Figure 10 shows the effect of changing the processor grid by increasing the \(Np_j\) dimension, as briefly described in Sect. 2. As can be seen from Fig. 10, the scalability of the computation can be improved from 128 to 1024 nodes by balancing \(Np_i\) and \(Np_j\) to favor the calculation of 3D FFTs and non-local pseudopotentials. For the sake of brevity, we did not fully explore the full parameter space of node counts and the shape of the \((Np_i\times Np_j)\)-grid distribution. We plan to conduct such an analysis as a future work.

5 Conclusion and Future Work

The parallelism available on machines with many-core processors requires to revisit the implementation of their programs to efficiently use the available resources. In this paper, we have demonstrated that rewriting key kernels in NWChem’s plane-wave AIMD module to use a hybrid MPI-OpenMP that provides good scalability on a many-core cluster based on the Intel Xeon Phi Processor. However, to achieve this level of performance for large AIMD simulations the parallelism within a node must be implemented at a very fine grain level and needs careful orchestration of MPI-level parallelism and OpenMP threading.

The unique implementations of key kernels used in AIMD such as sphere to cube 3D FFTs and the matrix multiplication of tall-skinny matrices require special attention and are not well for suited standard computational math libraries. For example, due to the shape the matrices, standard BLAS libraries such as Intel Math Kernel Library have a hard time to provide close-to-optimal performance on a many-core system. However, by rewriting these kernels from scratch using the hybrid MPI-OpenMP model at a required very fine grain level we were able to obtain good performance.
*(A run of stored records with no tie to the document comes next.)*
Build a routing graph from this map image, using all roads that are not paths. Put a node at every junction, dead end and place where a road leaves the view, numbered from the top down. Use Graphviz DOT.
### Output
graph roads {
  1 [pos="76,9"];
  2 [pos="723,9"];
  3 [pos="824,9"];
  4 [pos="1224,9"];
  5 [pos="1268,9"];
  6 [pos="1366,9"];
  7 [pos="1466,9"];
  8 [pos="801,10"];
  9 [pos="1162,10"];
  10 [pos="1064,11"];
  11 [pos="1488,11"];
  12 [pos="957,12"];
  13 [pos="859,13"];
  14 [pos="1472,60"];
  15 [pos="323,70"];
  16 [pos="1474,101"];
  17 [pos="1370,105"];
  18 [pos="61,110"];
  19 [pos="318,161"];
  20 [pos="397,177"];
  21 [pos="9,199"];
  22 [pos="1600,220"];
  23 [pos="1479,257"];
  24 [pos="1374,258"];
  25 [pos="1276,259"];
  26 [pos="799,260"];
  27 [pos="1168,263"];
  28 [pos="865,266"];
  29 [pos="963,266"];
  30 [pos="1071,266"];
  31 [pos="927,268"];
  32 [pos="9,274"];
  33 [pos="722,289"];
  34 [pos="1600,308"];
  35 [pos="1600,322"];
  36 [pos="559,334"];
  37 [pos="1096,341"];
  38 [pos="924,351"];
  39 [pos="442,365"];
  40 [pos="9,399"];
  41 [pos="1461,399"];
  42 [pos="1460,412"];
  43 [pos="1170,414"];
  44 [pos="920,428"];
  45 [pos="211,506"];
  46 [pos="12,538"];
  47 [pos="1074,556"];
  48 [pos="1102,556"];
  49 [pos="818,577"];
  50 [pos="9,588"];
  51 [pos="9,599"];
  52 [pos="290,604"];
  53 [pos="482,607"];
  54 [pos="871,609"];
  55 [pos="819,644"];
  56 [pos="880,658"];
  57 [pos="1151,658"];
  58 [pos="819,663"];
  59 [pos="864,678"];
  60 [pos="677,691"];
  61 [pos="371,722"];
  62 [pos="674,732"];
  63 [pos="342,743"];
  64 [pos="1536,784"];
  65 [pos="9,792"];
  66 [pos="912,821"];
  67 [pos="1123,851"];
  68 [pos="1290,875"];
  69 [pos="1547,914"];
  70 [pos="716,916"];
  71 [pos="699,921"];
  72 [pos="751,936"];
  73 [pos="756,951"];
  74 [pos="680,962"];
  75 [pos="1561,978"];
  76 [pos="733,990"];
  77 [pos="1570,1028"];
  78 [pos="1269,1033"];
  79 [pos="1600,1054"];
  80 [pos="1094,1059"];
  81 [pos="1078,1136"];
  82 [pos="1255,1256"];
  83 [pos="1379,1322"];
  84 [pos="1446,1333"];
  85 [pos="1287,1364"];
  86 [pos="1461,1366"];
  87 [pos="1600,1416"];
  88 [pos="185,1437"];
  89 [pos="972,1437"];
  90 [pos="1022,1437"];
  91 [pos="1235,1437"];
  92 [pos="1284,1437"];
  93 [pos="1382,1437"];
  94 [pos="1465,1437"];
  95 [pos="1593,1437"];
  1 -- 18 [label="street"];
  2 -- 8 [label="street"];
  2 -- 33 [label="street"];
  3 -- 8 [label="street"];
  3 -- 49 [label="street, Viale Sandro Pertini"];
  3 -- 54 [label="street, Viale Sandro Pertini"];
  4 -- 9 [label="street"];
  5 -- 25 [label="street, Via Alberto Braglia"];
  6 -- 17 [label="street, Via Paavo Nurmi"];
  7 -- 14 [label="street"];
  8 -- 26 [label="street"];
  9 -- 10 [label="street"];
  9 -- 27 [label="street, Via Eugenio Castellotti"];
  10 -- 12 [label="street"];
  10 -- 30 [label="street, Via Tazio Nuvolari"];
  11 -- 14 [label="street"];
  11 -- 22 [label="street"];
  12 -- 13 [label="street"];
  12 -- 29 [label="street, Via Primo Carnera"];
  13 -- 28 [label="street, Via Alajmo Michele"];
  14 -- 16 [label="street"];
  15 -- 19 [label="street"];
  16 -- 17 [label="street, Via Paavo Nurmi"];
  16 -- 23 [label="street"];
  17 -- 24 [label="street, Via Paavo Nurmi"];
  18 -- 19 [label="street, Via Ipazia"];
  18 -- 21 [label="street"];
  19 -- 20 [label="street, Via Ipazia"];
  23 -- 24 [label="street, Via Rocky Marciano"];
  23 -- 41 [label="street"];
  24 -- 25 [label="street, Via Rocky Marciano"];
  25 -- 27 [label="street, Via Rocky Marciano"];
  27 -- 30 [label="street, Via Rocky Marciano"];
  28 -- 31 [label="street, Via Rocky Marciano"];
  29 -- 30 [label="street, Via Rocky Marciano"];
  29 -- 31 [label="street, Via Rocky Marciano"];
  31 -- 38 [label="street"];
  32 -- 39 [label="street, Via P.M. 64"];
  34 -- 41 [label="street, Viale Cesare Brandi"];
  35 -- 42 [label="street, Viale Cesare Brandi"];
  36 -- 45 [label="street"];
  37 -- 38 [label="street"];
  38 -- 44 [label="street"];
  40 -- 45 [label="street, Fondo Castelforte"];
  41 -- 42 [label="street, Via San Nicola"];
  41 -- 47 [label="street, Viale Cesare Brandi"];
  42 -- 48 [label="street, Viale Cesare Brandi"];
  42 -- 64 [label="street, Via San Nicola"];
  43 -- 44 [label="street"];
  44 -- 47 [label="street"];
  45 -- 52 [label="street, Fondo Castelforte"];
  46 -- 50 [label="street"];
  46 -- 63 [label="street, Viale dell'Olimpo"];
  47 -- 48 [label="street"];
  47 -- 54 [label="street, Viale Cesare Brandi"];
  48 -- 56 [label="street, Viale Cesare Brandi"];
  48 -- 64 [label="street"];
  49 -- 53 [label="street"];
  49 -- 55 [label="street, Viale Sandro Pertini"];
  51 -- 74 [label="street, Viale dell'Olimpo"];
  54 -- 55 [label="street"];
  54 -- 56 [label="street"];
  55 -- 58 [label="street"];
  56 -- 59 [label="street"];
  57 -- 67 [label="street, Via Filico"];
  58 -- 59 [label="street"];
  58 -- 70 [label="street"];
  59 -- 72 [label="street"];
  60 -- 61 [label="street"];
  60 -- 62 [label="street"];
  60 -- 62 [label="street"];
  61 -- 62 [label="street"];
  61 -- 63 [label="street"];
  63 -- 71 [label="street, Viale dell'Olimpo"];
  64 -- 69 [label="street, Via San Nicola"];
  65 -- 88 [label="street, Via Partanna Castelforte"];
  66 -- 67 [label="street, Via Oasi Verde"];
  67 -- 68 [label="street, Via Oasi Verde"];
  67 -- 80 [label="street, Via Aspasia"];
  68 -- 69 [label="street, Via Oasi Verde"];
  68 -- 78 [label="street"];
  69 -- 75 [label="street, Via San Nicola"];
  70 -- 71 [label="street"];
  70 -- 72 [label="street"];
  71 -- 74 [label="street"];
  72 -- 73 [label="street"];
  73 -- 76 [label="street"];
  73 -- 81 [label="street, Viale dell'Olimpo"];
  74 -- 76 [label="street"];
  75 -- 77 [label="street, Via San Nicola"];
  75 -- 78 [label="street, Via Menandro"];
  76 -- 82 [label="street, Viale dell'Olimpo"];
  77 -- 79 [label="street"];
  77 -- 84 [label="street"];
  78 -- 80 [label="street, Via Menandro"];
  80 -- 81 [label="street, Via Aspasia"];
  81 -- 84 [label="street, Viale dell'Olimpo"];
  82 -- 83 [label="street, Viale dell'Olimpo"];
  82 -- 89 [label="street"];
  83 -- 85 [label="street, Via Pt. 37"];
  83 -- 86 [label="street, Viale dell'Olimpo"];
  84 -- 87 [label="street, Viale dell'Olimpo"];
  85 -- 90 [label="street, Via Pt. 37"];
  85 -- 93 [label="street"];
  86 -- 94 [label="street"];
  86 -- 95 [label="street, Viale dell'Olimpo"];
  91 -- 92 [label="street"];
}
For this paper, we simulated up to 256 water molecules, a standard benchmark for AIMD, to test our implementation. The experiments showed strong scaling up to 1024 KNL nodes (69632 cores) for 256 water molecules. The timings of the major kernels, the pipelined 3D FFTs, non-local pseudopotential, and Lagrange multiplier kernels all displayed significant speedups. Further, comparisons between the KNL and Haswell nodes showed that that Xeon Phi partition was able to attain more than 1.5x speedup over the Xeon partition.

As future work, we plan to implement hybrid MPI-OpenMP algorithms for exact exchange kernels needed for hybrid DFT calculations, as well as propagate our current developments into the band structure code in NWChem. We also plan to explore the parameter space in more detail and determine the best setting of \(Np_i\) and \(Np_j\) for various node counts. Lastly, we are planning to carry out runs at scale of a multiple of thousands of many-core cluster nodes to simulate a problem that is of interest to the chemistry and geochemistry communities.